# Project Phase 2

Team Members: Kate Li (kl739), Audrey Holden (aeh252), Katherine Yee (ky424), Julian Correa (jfc297)

## Research Question

Question: What factors predict an NBA player’s salary? Is there a relationship between an NBA player's performance and an increase in their salary? 

In this assignment we will be analyzing how the salaries of NBA players change depending on many different statistical variables, including points, assists, rebounds, blocks, steals, etc, per game. We will train a multivariable regression to see if we can predict an NBA player's salary depending on their previous season(s) performance statistics. Our model will hopefully help sports analysts better predict a contract that an NBA player may receive. It may also provide NBA team managers more insight into team spending and budgeting. 

We will also see if there is a positive or negative correlation between performance and salary. 
We also plan on analyzing different NBA player positions and examining the magnitude of salary changes depending on their respective stats.

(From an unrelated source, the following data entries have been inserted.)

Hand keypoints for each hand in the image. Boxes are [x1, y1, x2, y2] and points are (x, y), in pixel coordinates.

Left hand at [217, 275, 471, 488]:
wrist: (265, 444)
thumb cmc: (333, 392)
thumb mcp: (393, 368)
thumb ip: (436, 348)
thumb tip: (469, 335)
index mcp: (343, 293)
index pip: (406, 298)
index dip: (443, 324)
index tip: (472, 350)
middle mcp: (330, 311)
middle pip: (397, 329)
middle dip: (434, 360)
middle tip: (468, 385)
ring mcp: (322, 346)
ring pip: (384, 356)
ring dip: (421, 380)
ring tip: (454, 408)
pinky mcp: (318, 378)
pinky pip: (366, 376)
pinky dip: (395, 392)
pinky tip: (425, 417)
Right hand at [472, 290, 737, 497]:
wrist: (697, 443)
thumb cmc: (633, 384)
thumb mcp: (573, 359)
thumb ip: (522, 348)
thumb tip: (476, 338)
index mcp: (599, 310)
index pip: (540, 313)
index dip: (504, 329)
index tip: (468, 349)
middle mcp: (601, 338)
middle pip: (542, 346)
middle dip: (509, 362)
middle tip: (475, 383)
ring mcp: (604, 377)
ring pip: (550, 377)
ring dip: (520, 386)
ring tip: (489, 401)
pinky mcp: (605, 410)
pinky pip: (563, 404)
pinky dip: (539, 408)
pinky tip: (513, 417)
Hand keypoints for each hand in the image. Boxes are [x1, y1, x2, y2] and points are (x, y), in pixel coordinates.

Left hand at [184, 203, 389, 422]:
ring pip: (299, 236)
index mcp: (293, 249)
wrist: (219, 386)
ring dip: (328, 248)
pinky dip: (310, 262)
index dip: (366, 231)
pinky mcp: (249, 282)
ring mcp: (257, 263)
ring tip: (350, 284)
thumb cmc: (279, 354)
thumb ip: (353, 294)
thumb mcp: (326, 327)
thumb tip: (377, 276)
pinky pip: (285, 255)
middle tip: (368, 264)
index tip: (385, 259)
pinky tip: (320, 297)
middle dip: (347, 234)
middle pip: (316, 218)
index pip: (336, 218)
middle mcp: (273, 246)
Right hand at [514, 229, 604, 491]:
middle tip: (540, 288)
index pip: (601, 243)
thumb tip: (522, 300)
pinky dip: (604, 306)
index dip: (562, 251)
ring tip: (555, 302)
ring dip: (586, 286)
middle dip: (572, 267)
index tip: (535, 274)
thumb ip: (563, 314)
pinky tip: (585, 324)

For example, a center having an increase in blocks per game may improve their salary, but a comparative increase in points per game by a shooting guard would most likely result in a dramatic increase in their salary given that offensive roles are more valuable.

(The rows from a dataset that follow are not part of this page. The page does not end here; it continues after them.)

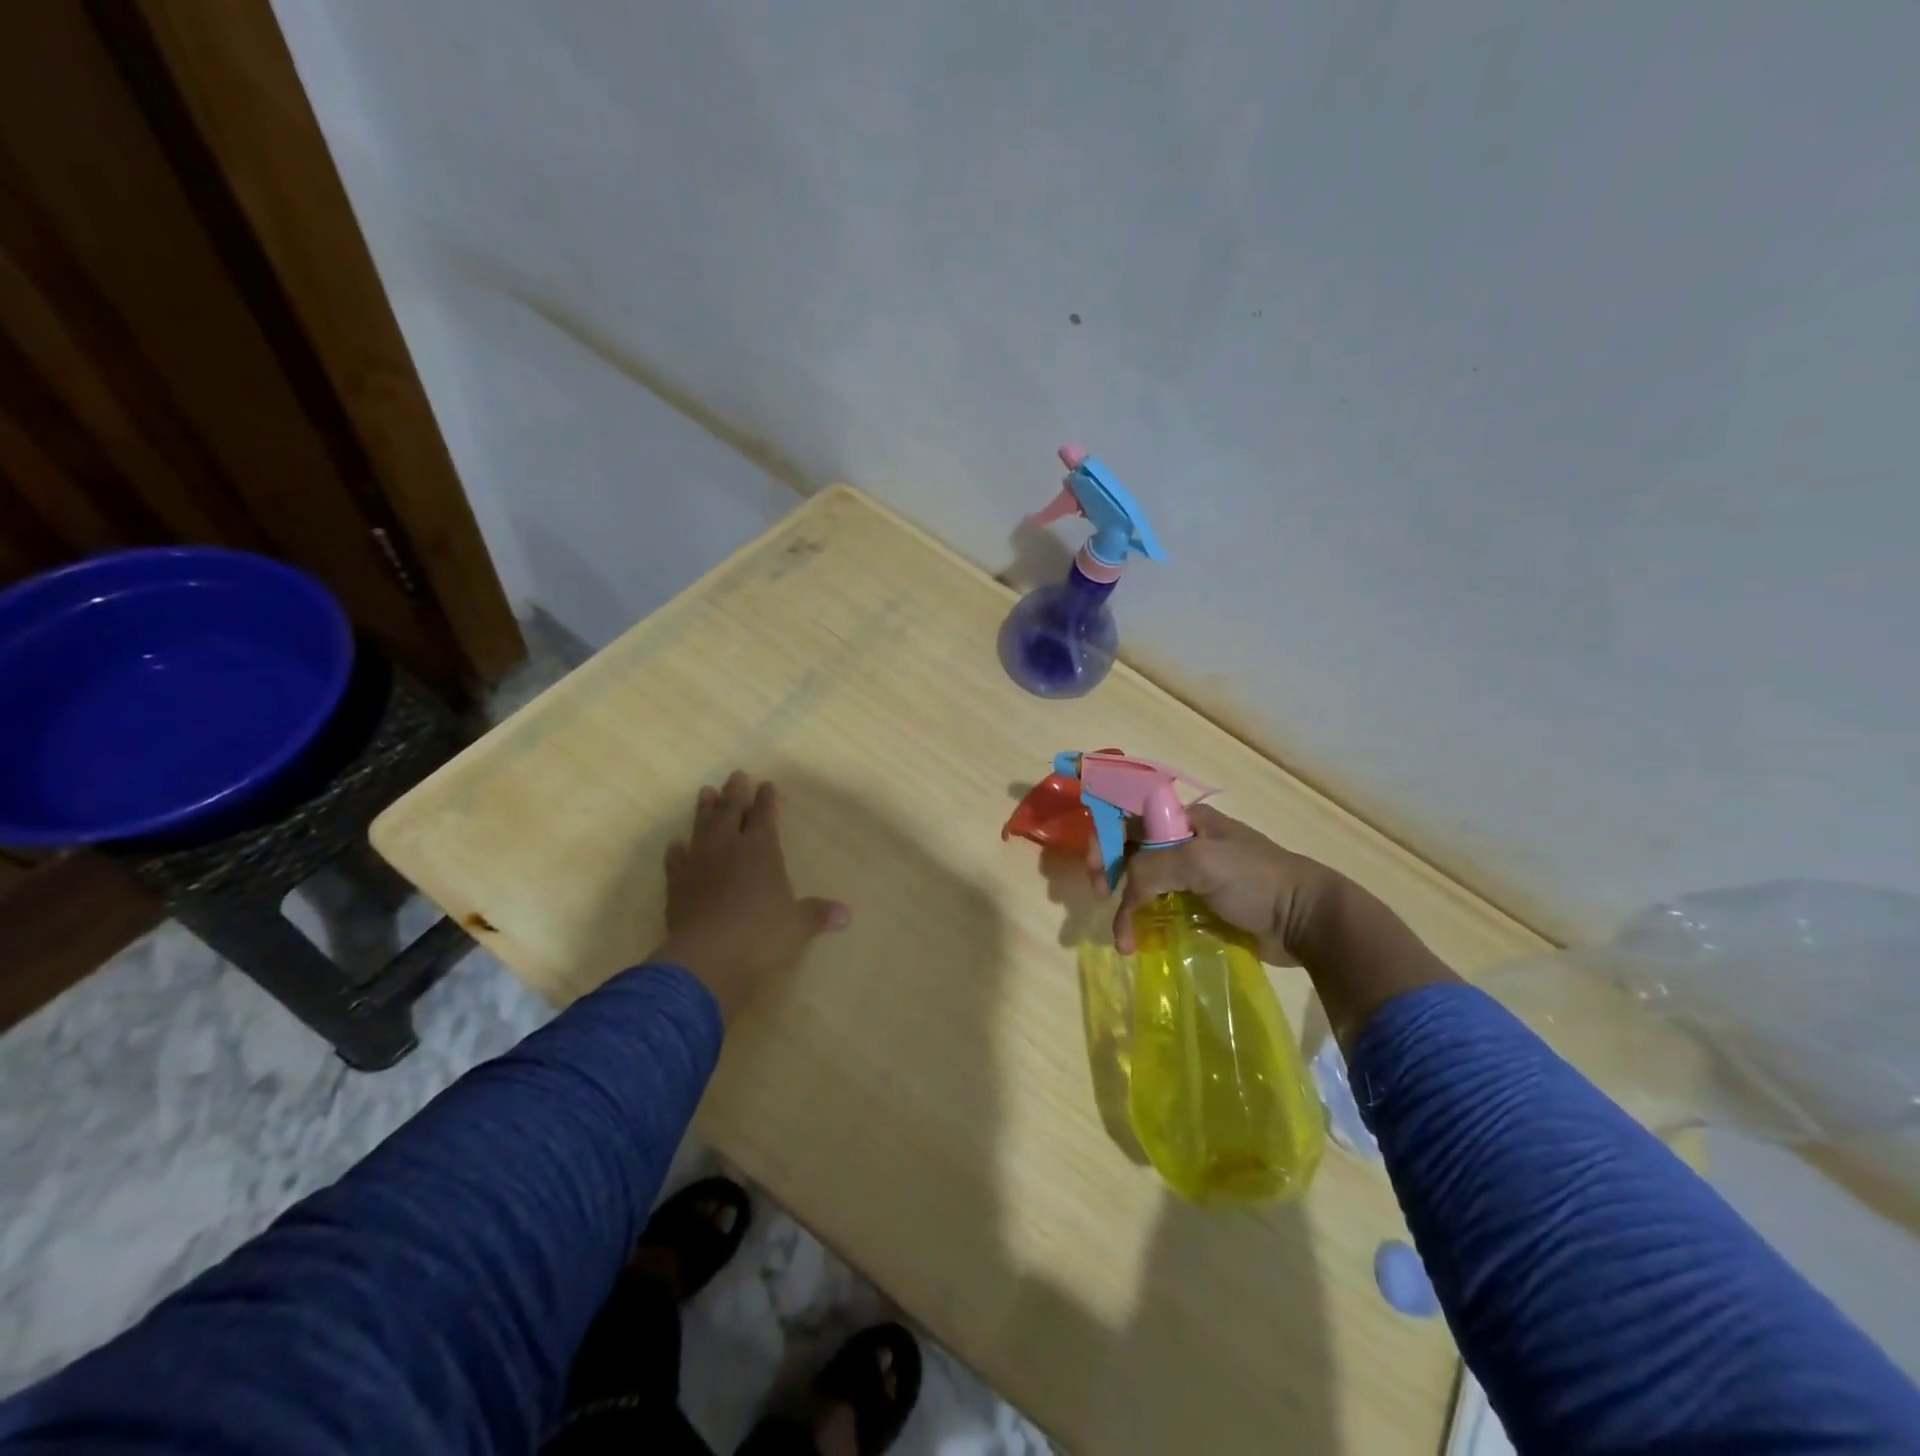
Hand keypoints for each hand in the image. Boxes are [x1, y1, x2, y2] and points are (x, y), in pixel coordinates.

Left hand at [652, 771, 849, 1019]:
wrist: (706, 957)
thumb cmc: (760, 935)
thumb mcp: (797, 925)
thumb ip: (818, 914)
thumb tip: (847, 914)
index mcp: (761, 850)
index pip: (765, 816)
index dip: (767, 800)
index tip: (766, 783)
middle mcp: (729, 849)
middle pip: (731, 812)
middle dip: (736, 793)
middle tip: (736, 775)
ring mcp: (699, 864)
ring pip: (702, 828)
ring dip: (705, 810)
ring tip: (706, 791)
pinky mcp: (677, 885)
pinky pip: (675, 861)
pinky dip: (676, 851)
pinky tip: (676, 844)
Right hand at [1107, 804, 1343, 962]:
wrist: (1305, 920)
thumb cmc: (1255, 880)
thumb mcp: (1199, 862)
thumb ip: (1151, 867)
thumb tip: (1125, 893)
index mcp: (1184, 821)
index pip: (1129, 819)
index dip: (1104, 839)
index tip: (1096, 871)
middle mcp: (1183, 843)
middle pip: (1130, 851)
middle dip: (1109, 871)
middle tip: (1101, 896)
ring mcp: (1192, 876)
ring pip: (1143, 883)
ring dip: (1125, 906)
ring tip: (1123, 937)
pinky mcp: (1199, 906)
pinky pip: (1160, 908)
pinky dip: (1143, 922)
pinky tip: (1138, 941)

## Data Collection and Cleaning

In [1]:
import requests
from bs4 import BeautifulSoup

import pandas as pd
import numpy as np
import time

These are our websites that are stored into variables.

In [2]:
NBA_stats = """https://www.basketball-reference.com/players/"""
HH_salaries = """https://hoopshype.com/salaries/players/"""
stat_leaders = """https://www.nba.com/stats/leaders?Season=2023-24&SeasonType=Regular+Season"""
kaggle_salary = """https://www.kaggle.com/datasets/thedevastator/exploring-nba-player-performance-and-salaries-19"""

We are doing a GET request to the web hosts for the specified filenames. We are ensuring that we are able to make web requests to each website so that we can extract data. 

In [3]:
stats_result = requests.get(NBA_stats)
print(stats_result.status_code)
if stats_result.status_code != 200:
    print("Something went wrong:", stats_result.status_code, stats_result.reason)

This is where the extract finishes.